Work task —
Keep every character as it is and output all of the records.

Collected data
- Opening Delimiter -
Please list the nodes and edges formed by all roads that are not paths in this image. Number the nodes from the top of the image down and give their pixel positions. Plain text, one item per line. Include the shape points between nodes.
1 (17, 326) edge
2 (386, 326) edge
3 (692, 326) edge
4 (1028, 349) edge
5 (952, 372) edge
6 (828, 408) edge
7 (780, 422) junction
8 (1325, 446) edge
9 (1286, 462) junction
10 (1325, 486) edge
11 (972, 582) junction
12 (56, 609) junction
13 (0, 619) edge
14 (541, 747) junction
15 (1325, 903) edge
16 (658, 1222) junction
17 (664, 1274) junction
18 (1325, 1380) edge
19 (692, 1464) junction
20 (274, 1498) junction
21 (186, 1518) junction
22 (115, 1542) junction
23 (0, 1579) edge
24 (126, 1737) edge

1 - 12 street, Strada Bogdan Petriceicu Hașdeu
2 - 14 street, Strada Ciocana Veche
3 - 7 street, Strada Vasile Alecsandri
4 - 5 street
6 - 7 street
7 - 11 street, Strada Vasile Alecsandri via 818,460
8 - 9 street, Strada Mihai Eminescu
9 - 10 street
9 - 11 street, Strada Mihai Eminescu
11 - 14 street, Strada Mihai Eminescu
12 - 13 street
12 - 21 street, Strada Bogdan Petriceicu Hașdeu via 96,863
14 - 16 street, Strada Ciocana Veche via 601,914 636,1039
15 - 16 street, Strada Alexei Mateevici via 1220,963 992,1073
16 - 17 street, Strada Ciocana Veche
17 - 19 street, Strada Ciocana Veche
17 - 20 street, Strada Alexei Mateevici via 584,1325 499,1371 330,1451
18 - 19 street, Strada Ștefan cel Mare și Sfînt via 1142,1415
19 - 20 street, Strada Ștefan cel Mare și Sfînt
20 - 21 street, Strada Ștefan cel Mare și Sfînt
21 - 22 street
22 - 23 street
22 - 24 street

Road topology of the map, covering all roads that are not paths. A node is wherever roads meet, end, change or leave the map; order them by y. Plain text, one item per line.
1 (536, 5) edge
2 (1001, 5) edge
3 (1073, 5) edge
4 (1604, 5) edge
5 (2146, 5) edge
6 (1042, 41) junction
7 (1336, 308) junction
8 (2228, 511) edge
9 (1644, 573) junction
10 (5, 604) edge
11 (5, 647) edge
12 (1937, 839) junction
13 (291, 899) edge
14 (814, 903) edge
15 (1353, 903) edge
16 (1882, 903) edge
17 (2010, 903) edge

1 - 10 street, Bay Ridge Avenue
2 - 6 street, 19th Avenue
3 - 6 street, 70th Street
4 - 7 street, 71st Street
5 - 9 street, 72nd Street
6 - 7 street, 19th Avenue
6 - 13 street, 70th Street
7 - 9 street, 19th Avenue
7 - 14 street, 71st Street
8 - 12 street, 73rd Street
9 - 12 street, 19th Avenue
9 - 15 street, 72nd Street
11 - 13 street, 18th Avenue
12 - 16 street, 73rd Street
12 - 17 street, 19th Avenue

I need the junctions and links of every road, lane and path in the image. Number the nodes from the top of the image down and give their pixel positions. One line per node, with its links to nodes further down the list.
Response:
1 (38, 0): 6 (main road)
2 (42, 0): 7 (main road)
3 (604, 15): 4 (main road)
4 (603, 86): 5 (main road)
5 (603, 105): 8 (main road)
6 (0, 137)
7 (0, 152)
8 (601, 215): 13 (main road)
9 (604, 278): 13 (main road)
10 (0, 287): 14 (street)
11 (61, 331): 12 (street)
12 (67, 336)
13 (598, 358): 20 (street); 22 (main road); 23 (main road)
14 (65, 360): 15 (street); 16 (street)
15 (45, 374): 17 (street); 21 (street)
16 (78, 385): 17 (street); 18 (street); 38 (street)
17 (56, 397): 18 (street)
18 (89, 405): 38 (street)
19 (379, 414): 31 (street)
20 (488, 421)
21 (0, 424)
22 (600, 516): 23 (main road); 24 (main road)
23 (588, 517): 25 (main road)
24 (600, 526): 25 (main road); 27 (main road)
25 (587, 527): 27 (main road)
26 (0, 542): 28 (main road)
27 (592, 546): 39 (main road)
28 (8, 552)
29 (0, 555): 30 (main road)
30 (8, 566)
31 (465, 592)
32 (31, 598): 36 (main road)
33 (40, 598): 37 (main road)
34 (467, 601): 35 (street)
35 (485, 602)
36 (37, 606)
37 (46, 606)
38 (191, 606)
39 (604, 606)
- Closing Delimiter -
Output of the exercise —
Please list the nodes and edges formed by all roads that are not paths in this image. Number the nodes from the top of the image down and give their pixel positions. Plain text, one item per line. Include the shape points between nodes.
1 (17, 326) edge
2 (386, 326) edge
3 (692, 326) edge
4 (1028, 349) edge
5 (952, 372) edge
6 (828, 408) edge
7 (780, 422) junction
8 (1325, 446) edge
9 (1286, 462) junction
10 (1325, 486) edge
11 (972, 582) junction
12 (56, 609) junction
13 (0, 619) edge
14 (541, 747) junction
15 (1325, 903) edge
16 (658, 1222) junction
17 (664, 1274) junction
18 (1325, 1380) edge
19 (692, 1464) junction
20 (274, 1498) junction
21 (186, 1518) junction
22 (115, 1542) junction
23 (0, 1579) edge
24 (126, 1737) edge

1 - 12 street, Strada Bogdan Petriceicu Hașdeu
2 - 14 street, Strada Ciocana Veche
3 - 7 street, Strada Vasile Alecsandri
4 - 5 street
6 - 7 street
7 - 11 street, Strada Vasile Alecsandri via 818,460
8 - 9 street, Strada Mihai Eminescu
9 - 10 street
9 - 11 street, Strada Mihai Eminescu
11 - 14 street, Strada Mihai Eminescu
12 - 13 street
12 - 21 street, Strada Bogdan Petriceicu Hașdeu via 96,863
14 - 16 street, Strada Ciocana Veche via 601,914 636,1039
15 - 16 street, Strada Alexei Mateevici via 1220,963 992,1073
16 - 17 street, Strada Ciocana Veche
17 - 19 street, Strada Ciocana Veche
17 - 20 street, Strada Alexei Mateevici via 584,1325 499,1371 330,1451
18 - 19 street, Strada Ștefan cel Mare și Sfînt via 1142,1415
19 - 20 street, Strada Ștefan cel Mare și Sfînt
20 - 21 street, Strada Ștefan cel Mare și Sfînt
21 - 22 street
22 - 23 street
22 - 24 street

Road topology of the map, covering all roads that are not paths. A node is wherever roads meet, end, change or leave the map; order them by y. Plain text, one item per line.
1 (536, 5) edge
2 (1001, 5) edge
3 (1073, 5) edge
4 (1604, 5) edge
5 (2146, 5) edge
6 (1042, 41) junction
7 (1336, 308) junction
8 (2228, 511) edge
9 (1644, 573) junction
10 (5, 604) edge
11 (5, 647) edge
12 (1937, 839) junction
13 (291, 899) edge
14 (814, 903) edge
15 (1353, 903) edge
16 (1882, 903) edge
17 (2010, 903) edge

1 - 10 street, Bay Ridge Avenue
2 - 6 street, 19th Avenue
3 - 6 street, 70th Street
4 - 7 street, 71st Street
5 - 9 street, 72nd Street
6 - 7 street, 19th Avenue
6 - 13 street, 70th Street
7 - 9 street, 19th Avenue
7 - 14 street, 71st Street
8 - 12 street, 73rd Street
9 - 12 street, 19th Avenue
9 - 15 street, 72nd Street
11 - 13 street, 18th Avenue
12 - 16 street, 73rd Street
12 - 17 street, 19th Avenue

I need the junctions and links of every road, lane and path in the image. Number the nodes from the top of the image down and give their pixel positions. One line per node, with its links to nodes further down the list.
Response:
1 (38, 0): 6 (main road)
2 (42, 0): 7 (main road)
3 (604, 15): 4 (main road)
4 (603, 86): 5 (main road)
5 (603, 105): 8 (main road)
6 (0, 137)
7 (0, 152)
8 (601, 215): 13 (main road)
9 (604, 278): 13 (main road)
10 (0, 287): 14 (street)
11 (61, 331): 12 (street)
12 (67, 336)
13 (598, 358): 20 (street); 22 (main road); 23 (main road)
14 (65, 360): 15 (street); 16 (street)
15 (45, 374): 17 (street); 21 (street)
16 (78, 385): 17 (street); 18 (street); 38 (street)
17 (56, 397): 18 (street)
18 (89, 405): 38 (street)
19 (379, 414): 31 (street)
20 (488, 421)
21 (0, 424)
22 (600, 516): 23 (main road); 24 (main road)
23 (588, 517): 25 (main road)
24 (600, 526): 25 (main road); 27 (main road)
25 (587, 527): 27 (main road)
26 (0, 542): 28 (main road)
27 (592, 546): 39 (main road)
28 (8, 552)
29 (0, 555): 30 (main road)
30 (8, 566)
31 (465, 592)
32 (31, 598): 36 (main road)
33 (40, 598): 37 (main road)
34 (467, 601): 35 (street)
35 (485, 602)
36 (37, 606)
37 (46, 606)
38 (191, 606)
39 (604, 606)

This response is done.